Monday, November 16, 2009

Winding Down

As the Toe River Arts Council's Fall Studio Tour draws near, December 4-6, the work starts to slow down. I thought I was finished after 3 firings over the past few weeks. However, with 5 or 6 shelves of pieces (including the third of the large baskets) that did not fit into a glaze load, I feel compelled to keep making new pots.

I'm also making cups for the wine and cider I serve at the Tour. I cannot stand the idea of throw-away cups. As you know, I am not a disciplined thrower, so the cups present a little challenge for me. I often throw them too thin, too small and no two alike. It's ridiculous to throw them on bats, but I screw them up if I try to move them wet.
I do love to trim pots, so even though cups should not need trimming, I do it anyway. It also gives me the opportunity to use my Giffen Grip which I bought in college. At least all the feet end up looking alike. Once glazed, the cups are pretty sweet.

So wet work will grind to a halt this week as we prepare for our annual Thanksgiving trip to Nags Head. When I return, I'll bisque fire the last of the pieces and fire a cone 6 load mid-week before the Tour. More photos and updating my Etsy site will follow.

Monday, November 9, 2009

New Pots and Gallery Makeover

As predicted, last week was indeed a busy one. I fired a cone 6/7 load on Monday and a cone 10 on Wednesday. My last cone 10 load took over 14 hours to fire, so I woke up at 2 am to start firing. As luck would have it, I was so tired that I neglected to cut back the air at the start of body reduction (although I am uncertain why I was doing that). The result was a slow down in rise, but not the usual drop that takes an additional 2 hours to make up. That should have been my first clue, eh?

I looked back over my notes as well as John Britt's and Val Cushing's firing schedules and realized that what I thought was a mistake was probably the correct course of action. In the end, the firing took only 9 1/2 hours with good reduction. I guess that means I can cut 2 hours off my cone 6 firings also.

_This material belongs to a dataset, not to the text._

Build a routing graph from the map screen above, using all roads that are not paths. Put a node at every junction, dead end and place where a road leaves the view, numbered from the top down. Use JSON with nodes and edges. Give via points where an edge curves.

Once again I was very impressed with the cone 6/7 glazes in reduction. Chris Wolff's Plum (above) came out very nice (although my photo makes it look more red than it truly is) and a couple more of my cone 10 glazes are nearly identical at cone 6/7. Considering I ended up with at least 5-6 shelves of Zella Stone (cone 7-10) work that did not fit, I have the option of firing at either temperture. I thought I was done firing for the year, but as long as I am halfway there, I may as well fill 'er up and squeeze one more firing in!

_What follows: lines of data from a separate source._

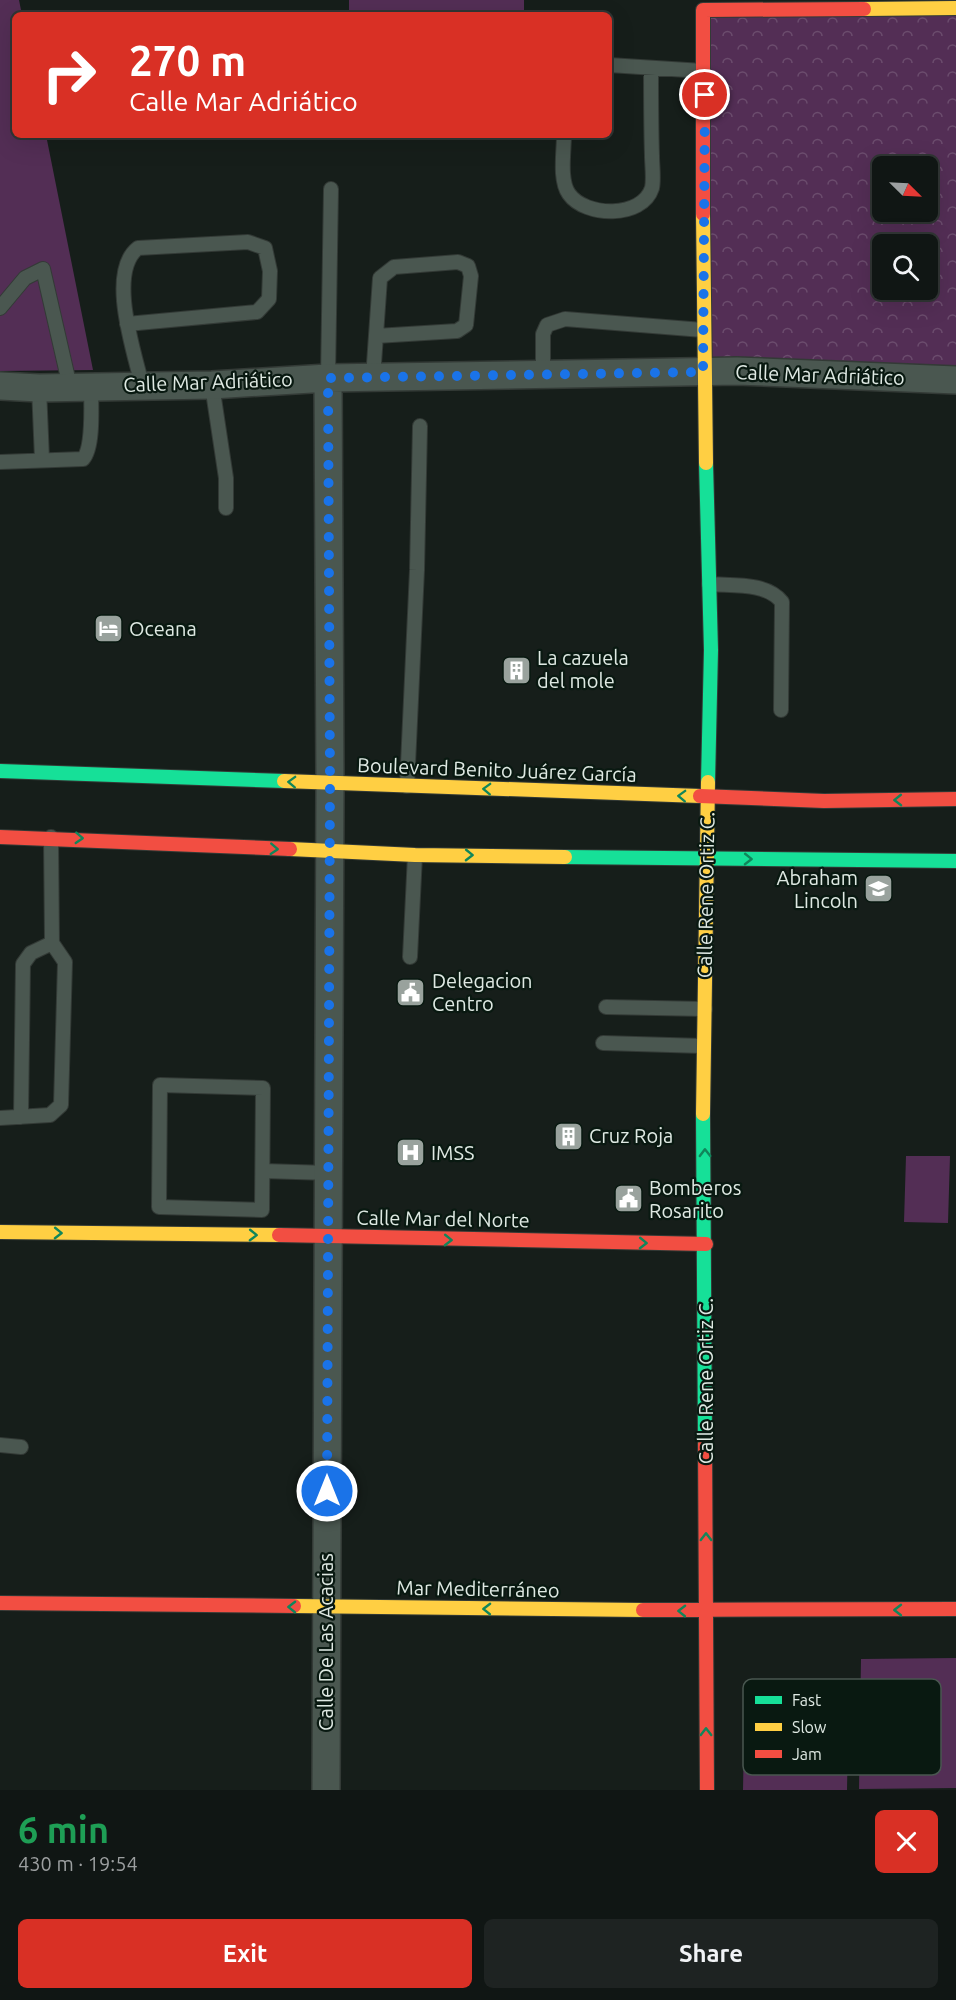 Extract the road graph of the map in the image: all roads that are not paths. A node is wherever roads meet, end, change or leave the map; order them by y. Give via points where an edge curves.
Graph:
1 (704, 5) edge
2 (956, 8) edge
3 (612, 65) edge
4 (651, 68) junction
5 (705, 71) junction
6 (564, 138) edge
7 (331, 189) dead end
8 (0, 308) edge
9 (127, 324) junction
10 (703, 330) junction
11 (376, 336) junction
12 (703, 372) junction
13 (543, 375) junction
14 (328, 378) junction
15 (373, 378) junction
16 (956, 380) edge
17 (142, 385) junction
18 (212, 385) junction
19 (0, 386) edge
20 (81, 387) junction
21 (39, 388) junction
22 (420, 426) dead end
23 (42, 459) junction
24 (0, 462) edge
25 (226, 508) dead end
26 (709, 584) junction
27 (781, 710) dead end
28 (0, 771) edge
29 (330, 783) junction
30 (407, 786) junction
31 (708, 797) junction
32 (956, 799) edge
33 (0, 837) edge
34 (51, 837) junction
35 (328, 852) junction
36 (415, 855) junction
37 (707, 858) junction
38 (956, 861) edge
39 (52, 943) junction
40 (410, 957) dead end
41 (606, 1007) dead end
42 (705, 1009) junction
43 (603, 1043) dead end
44 (703, 1046) junction
45 (21, 1117) junction
46 (0, 1118) edge
47 (263, 1171) junction
48 (329, 1173) junction
49 (0, 1232) edge
50 (328, 1236) junction
51 (706, 1244) junction
52 (0, 1445) edge
53 (21, 1447) dead end
54 (0, 1603) edge
55 (326, 1607) junction
56 (956, 1609) edge
57 (706, 1611) junction
58 (327, 1790) edge
59 (707, 1790) edge

1 - 2 main road
1 - 5 main road, Calle Rene Ortiz C.
3 - 4 lane
4 - 5 lane
4 - 6 lane via 652,187 639,204 628,210 588,209 576,202 564,179
5 - 10 main road, Calle Rene Ortiz C.
7 - 14 lane
8 - 20 lane via 25,278 43,269
9 - 9 lane via 257,312 269,299 270,271 265,248 248,243 138,248 128,255 123,269
9 - 17 lane
10 - 12 main road, Calle Rene Ortiz C.
10 - 13 lane via 565,319 547,325 543,334
11 - 11 lane via 380,278 394,267 458,262 468,266 471,276 466,325 457,331
11 - 15 lane
12 - 13 street, Calle Mar Adriático
12 - 16 street, Calle Mar Adriático
12 - 26 main road, Calle Rene Ortiz C.
13 - 15 street, Calle Mar Adriático
14 - 15 street, Calle Mar Adriático
14 - 18 street, Calle Mar Adriático
14 - 29 street, Calle De Las Acacias
17 - 18 street, Calle Mar Adriático
17 - 20 street, Calle Mar Adriático
18 - 25 lane
19 - 21 street, Calle Mar Adriático
20 - 21 street, Calle Mar Adriático
20 - 23 lane via 88,454 83,459
21 - 23 lane
22 - 30 lane
23 - 24 lane
26 - 27 lane via 765,590 782,603
26 - 31 main road, Calle Rene Ortiz C.
29 -> 28 main road, Boulevard Benito Juárez García
29 - 30 main road, Boulevard Benito Juárez García
29 - 35 street, Calle De Las Acacias
31 -> 30 main road, Boulevard Benito Juárez García
32 -> 31 main road, Boulevard Benito Juárez García via 824,801
31 - 37 main road, Calle Rene Ortiz C.
33 - 34 main road
34 -> 35 main road
34 - 39 lane
35 - 36 main road
35 - 48 street, Calle De Las Acacias
36 -> 37 main road
36 - 40 lane
37 -> 38 main road
37 - 42 main road, Calle Rene Ortiz C.
39 - 45 lane via 31,953 23,964
39 - 45 lane via 65,962 61,1105 50,1115
41 - 42 lane
42 - 44 main road, Calle Rene Ortiz C.
43 - 44 lane
51 -> 44 main road, Calle Rene Ortiz C.
45 - 46 lane
47 - 47 lane via 262,1210 159,1207 160,1085 263,1088
47 - 48 lane
48 - 50 street, Calle De Las Acacias
49 -> 50 main road, Calle Mar del Norte
50 -> 51 main road, Calle Mar del Norte
50 - 55 street, Calle De Las Acacias
57 -> 51 main road, Calle Rene Ortiz C.
52 - 53 lane
55 -> 54 main road, Mar Mediterráneo
57 -> 55 main road, Mar Mediterráneo
55 - 58 street, Calle De Las Acacias
56 -> 57 main road, Mar Mediterráneo
59 -> 57 main road, Calle Rene Ortiz C.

While I was firing, Brenda helped me paint the gallery. Before it was a sort of Colonial blue and the faux ceiling beams were painted as white as the ceiling. We painted the walls a muted yellow and white washed them. Then we painted the beams brown and added some darker stain on top. The result is a room that appears much larger and taller.
I feel good about so many pots coming out well. In the photo they are just piled all over the tables. I have quite an inventory and am considering approaching some galleries about carrying my work. I've never done this before, and I'll admit to being a little nervous. Hopefully I'll have some good news to report soon.